When OS X is installed or updated, the installation process will deposit a receipt of its install package into these folders, and then when you install some programs, they too might place a receipt into these folders.
When you run a permissions fix using Disk Utility, the permissions check routine will read through all of the receipt packages and files in these two folders to get a location of which files to check and the attributes to check for. During this time you should see a process called "repair_packages" or perhaps Disk Utility show decent CPU usage in the Activity Monitor utility. The routine then compares the files on disk to those in this database and if a mismatch is found, even if the mismatch is a benign alteration such as that mentioned above, it will then output an error regarding this discrepancy and will revert the change.

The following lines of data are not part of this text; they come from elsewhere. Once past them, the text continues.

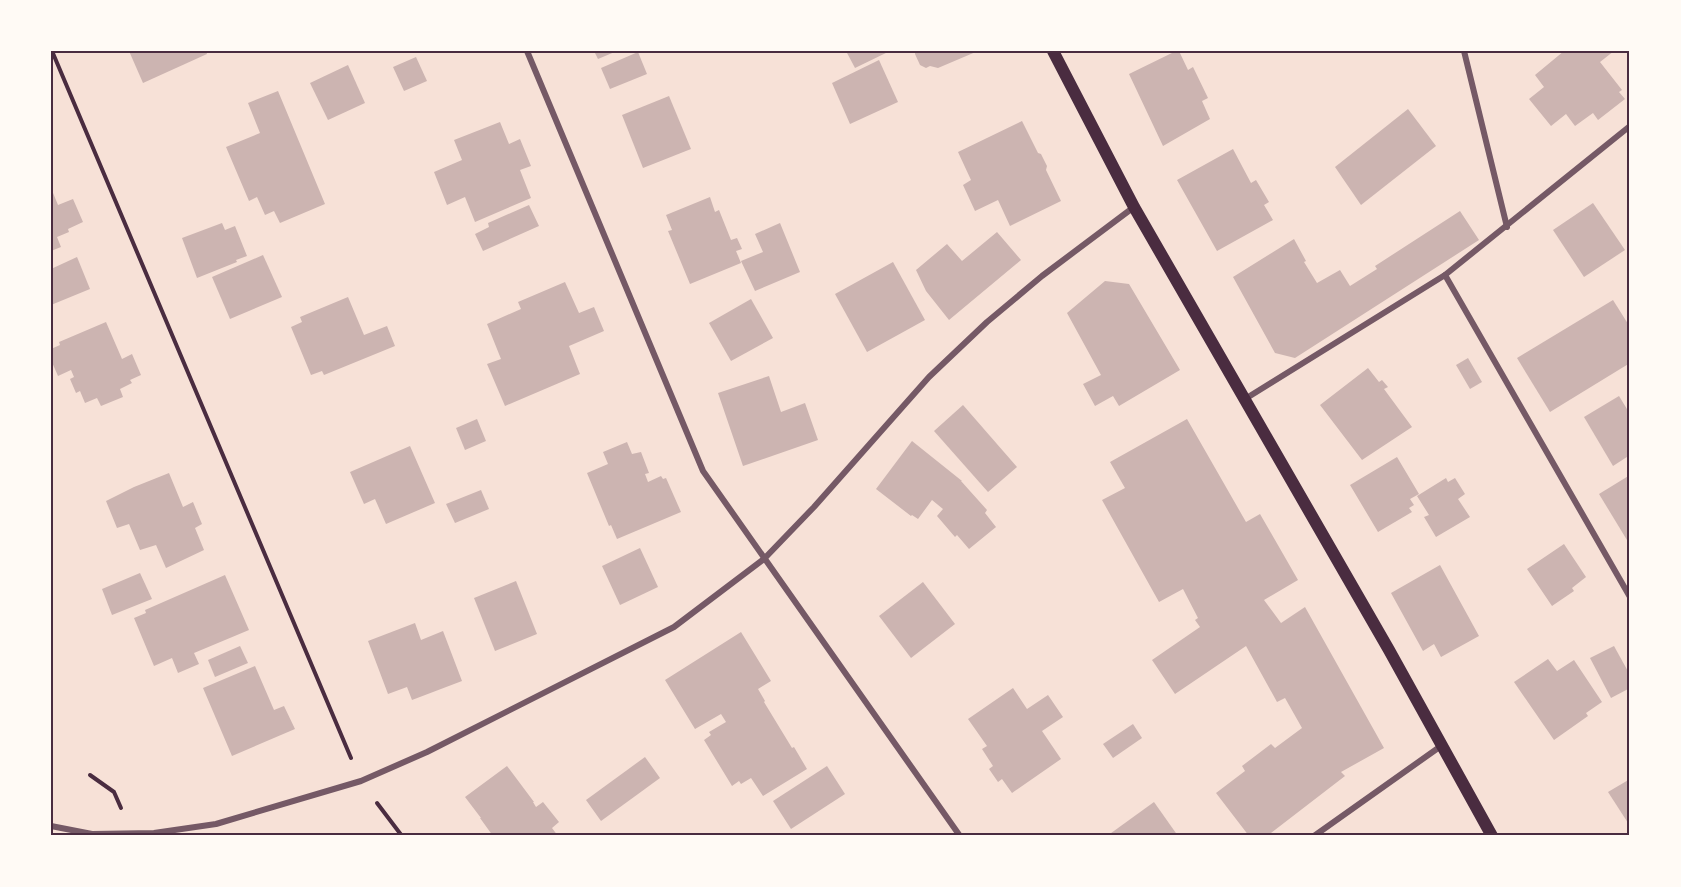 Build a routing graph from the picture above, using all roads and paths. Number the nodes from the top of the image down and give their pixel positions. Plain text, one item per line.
1 (52, 51) edge
2 (527, 51) edge
3 (1053, 51) edge
4 (1464, 51) edge
5 (1630, 126) edge
6 (1134, 207) junction
7 (1507, 227) junction
8 (1445, 275) junction
9 (1245, 399) junction
10 (764, 559) junction
11 (1630, 597) edge
12 (1442, 746) junction
13 (90, 775) dead end
14 (361, 781) junction
15 (51, 826) edge
16 (133, 834) junction
17 (402, 836) edge
18 (960, 836) edge
19 (1314, 836) edge
20 (1492, 836) edge

1 - 14 path
2 - 10 street
3 - 6 main road
4 - 7 street
5 - 7 street
6 - 9 main road
6 - 10 street
7 - 8 street
8 - 9 street
8 - 11 street
9 - 12 main road
10 - 14 street
10 - 18 street
12 - 19 street
12 - 20 main road
13 - 16 path
14 - 16 street
14 - 17 path
15 - 16 street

Because standard use of the system will often result in small, benign alterations of the permissions settings on files, it is not uncommon for a permissions fixing routine to repeatedly list a number of permissions discrepancies. Therefore, do not be alarmed if you see such repetitions. The only time that altered permissions matter is if they either prevent access or allow too much access to files, in which case the permissions fix routine should clear the issue.
Another aspect of the permissions fix routine to keep in mind is that it will only work on files for which there is a receipt in the permissions database. This means that it will not touch files in your home folder such as your music or photo libraries, your Word documents, or even Internet plug-ins and preference files. It will also not touch any files you store on external disks and network storage solutions like Apple's Time Capsule or AirPort Extreme Base Stations.